Adults almost always have a nuanced view of lying. No, lying is not a good thing, but intent matters quite a bit to adults. Lying about your assets in a divorce is one thing but lying to your brother-in-law to spare your wife some unnecessary burden is another matter altogether. One is wrong, the other is well, not a good thing, but you intend a good thing even if you handled it in a compromised manner.

Children don't have that maturation of nuance. The issue of lying is much more centered around the accurate transmission of factual data. How many times have you been registering your child for summer camp and the camp asks what grade he is in. You are answering the question and you say 2nd grade, even though he is in 1st grade, but you know that he will do better emotionally with older kids at camp.

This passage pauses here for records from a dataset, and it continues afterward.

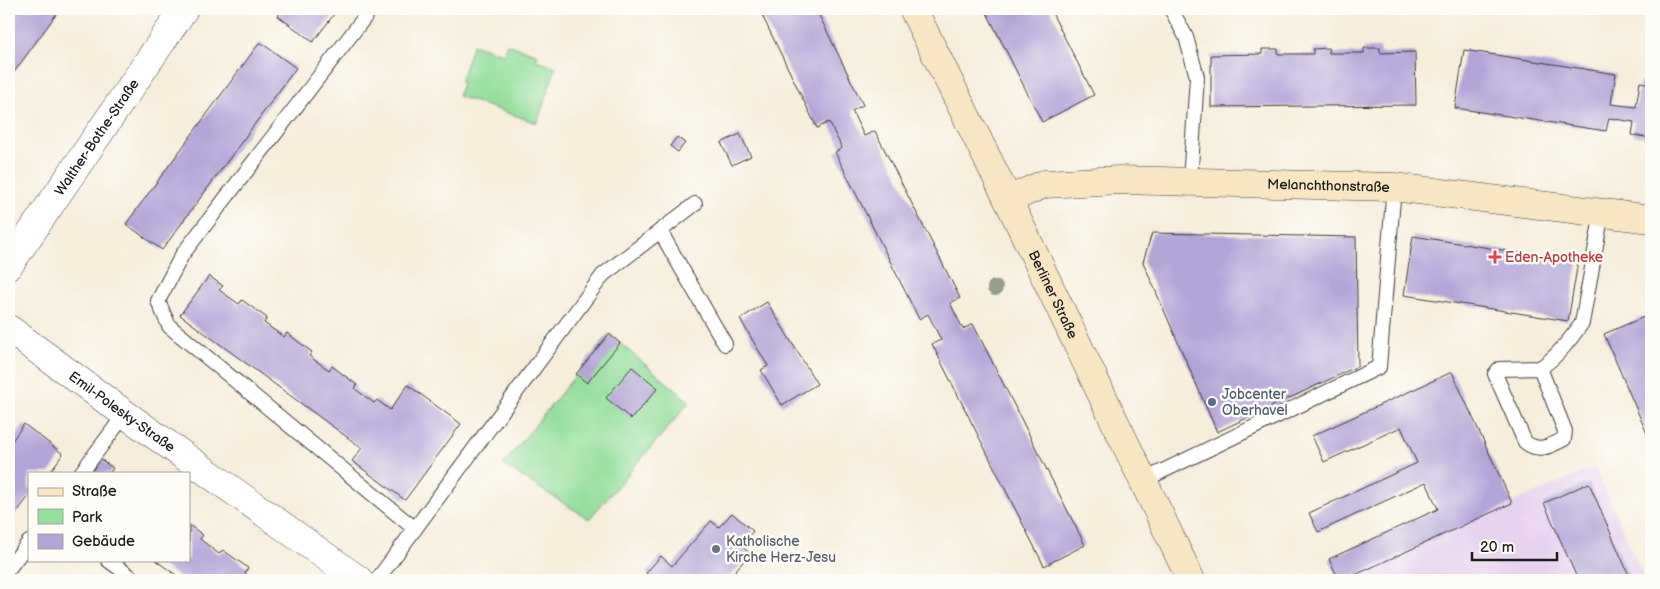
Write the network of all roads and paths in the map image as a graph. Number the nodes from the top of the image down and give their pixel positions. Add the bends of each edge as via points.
1 (184, 9) edge
2 (371, 9) edge
3 (913, 9) edge
4 (1171, 9) edge
5 (1190, 182) junction
6 (1394, 188) junction
7 (1008, 200) junction
8 (695, 204) dead end
9 (1602, 212) junction
10 (1651, 219) edge
11 (660, 231) junction
12 (9, 265) edge
13 (9, 329) edge
14 (725, 344) dead end
15 (1540, 368) junction
16 (125, 414) junction
17 (82, 472) edge
18 (1142, 481) junction
19 (415, 529) junction
20 (28, 543) edge
21 (111, 562) edge
22 (9, 568) edge
23 (135, 580) edge
24 (359, 580) edge
25 (377, 580) edge
26 (1191, 580) edge

1 - 12 street, Walther-Bothe-Straße
2 - 19 lane via 182,255 158,301 169,326
3 - 7 street, Berliner Straße
4 - 5 lane via 1186,37 1197,77
5 - 6 street, Melanchthonstraße
5 - 7 street, Melanchthonstraße via 1119,180 1044,184
6 - 9 street, Melanchthonstraße
6 - 18 lane via 1379,367
7 - 18 street, Berliner Straße
8 - 11 lane
9 - 10 street, Melanchthonstraße
9 - 15 lane via 1582,323 1572,338
11 - 14 lane
11 - 19 lane via 603,275
13 - 16 street, Emil-Polesky-Straße
15 - 15 lane via 1565,431 1564,439 1544,449 1531,447 1525,442 1495,374 1499,369
16 - 17 lane
16 - 24 street, Emil-Polesky-Straße
18 - 26 street, Berliner Straße
19 - 25 lane
20 - 22 lane
21 - 23 lane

Your child overhears your answer and has an emotionally charged response over this mis-information. ‘Mom, I'm in 1st grade' and you, more or less, dismiss them and their moral protest. We are projecting our sophisticated moral approach on their simpler emotional level and we are missing an opportunity to help our children develop a healthy respect for honesty inadvertently.

Like everything else, we can communicate with them more effectively if we understand better their mind set. For example, if you ask your pre-schooler to tell you the truth or promise to tell you the truth before you ask a direct question, that alone cuts down on lying 25% of the time.

But Professor Talwar did something else in her experiments with the kids that peeked in the box and lied about it to the researcher. She took one group of kids and read them the story of the “Boy Who Cried Wolf”, a visceral little tale in which a boy repeatedly lies and eventually when he needs help for real, it is not there and he dies along with his beloved sheep, as they really are eaten by the wolf.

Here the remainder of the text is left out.